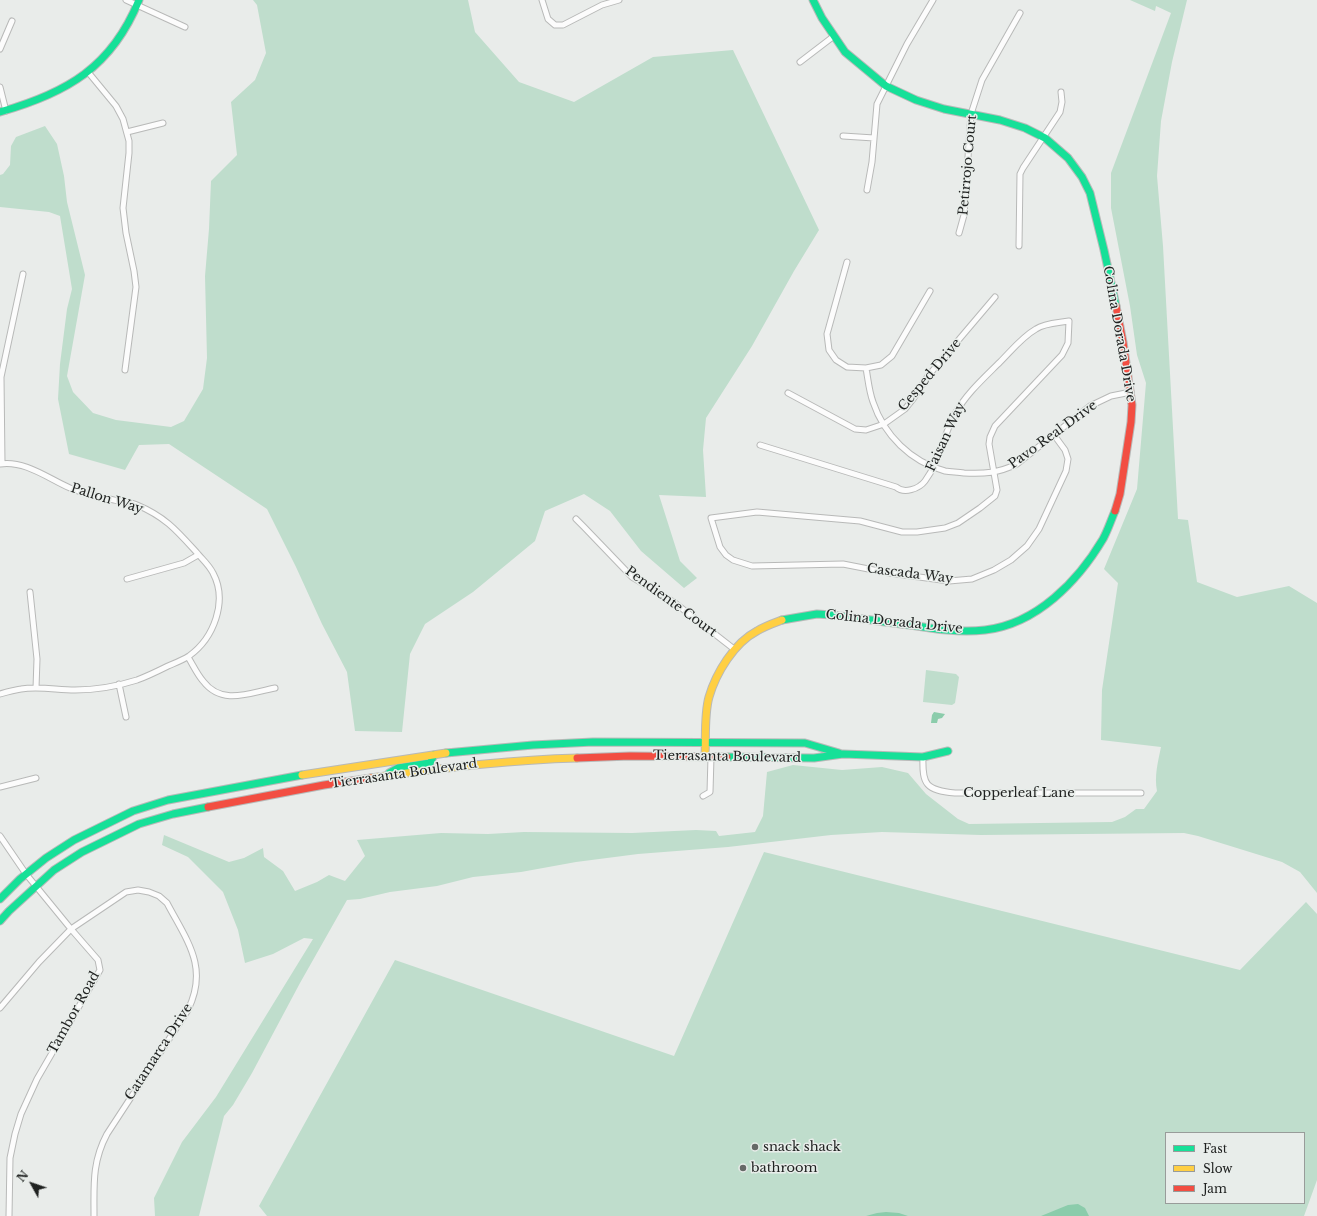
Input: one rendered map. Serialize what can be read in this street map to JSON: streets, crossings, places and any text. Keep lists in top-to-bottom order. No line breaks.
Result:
{"streets":{"street":["Petirrojo Court","Colina Dorada Drive","Cesped Drive","Pavo Real Drive","Faisan Way","Pallon Way","Cascada Way","Pendiente Court","Tierrasanta Boulevard","Copperleaf Lane","Tambor Road","Catamarca Drive"]},"crossings":[["Petirrojo Court","Colina Dorada Drive"],["Colina Dorada Drive","Pavo Real Drive"],["Colina Dorada Drive","Pendiente Court"],["Colina Dorada Drive","Tierrasanta Boulevard"],["Cesped Drive","Pavo Real Drive"],["Pavo Real Drive","Faisan Way"],["Pavo Real Drive","Cascada Way"],["Faisan Way","Cascada Way"],["Tierrasanta Boulevard","Copperleaf Lane"],["Tierrasanta Boulevard","Tambor Road"],["Tambor Road","Catamarca Drive"]],"places":["snack shack","bathroom"],"legend":["Fast","Slow","Jam"],"north":"top left"}
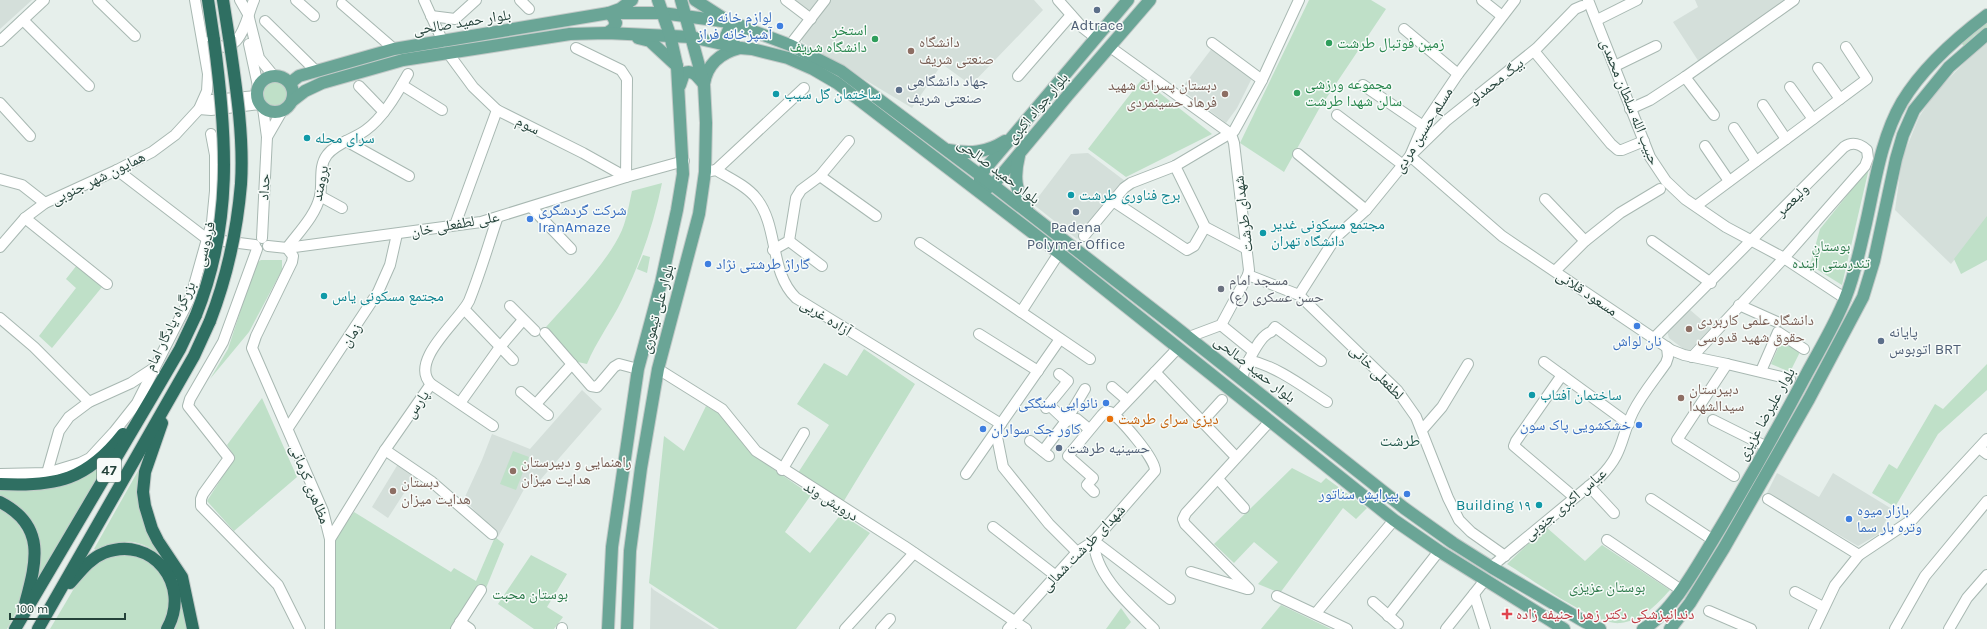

###

**ABOUT THIS TASK:**
Print every line of the material above exactly as it reads, skipping the pictures.

**PROBLEM SOLUTION:**
Input: one rendered map. Serialize what can be read in this street map to JSON: streets, crossings, places and any text. Keep lists in top-to-bottom order. No line breaks.
Result:
{"streets":{"street":["Petirrojo Court","Colina Dorada Drive","Cesped Drive","Pavo Real Drive","Faisan Way","Pallon Way","Cascada Way","Pendiente Court","Tierrasanta Boulevard","Copperleaf Lane","Tambor Road","Catamarca Drive"]},"crossings":[["Petirrojo Court","Colina Dorada Drive"],["Colina Dorada Drive","Pavo Real Drive"],["Colina Dorada Drive","Pendiente Court"],["Colina Dorada Drive","Tierrasanta Boulevard"],["Cesped Drive","Pavo Real Drive"],["Pavo Real Drive","Faisan Way"],["Pavo Real Drive","Cascada Way"],["Faisan Way","Cascada Way"],["Tierrasanta Boulevard","Copperleaf Lane"],["Tierrasanta Boulevard","Tambor Road"],["Tambor Road","Catamarca Drive"]],"places":["snack shack","bathroom"],"legend":["Fast","Slow","Jam"],"north":"top left"}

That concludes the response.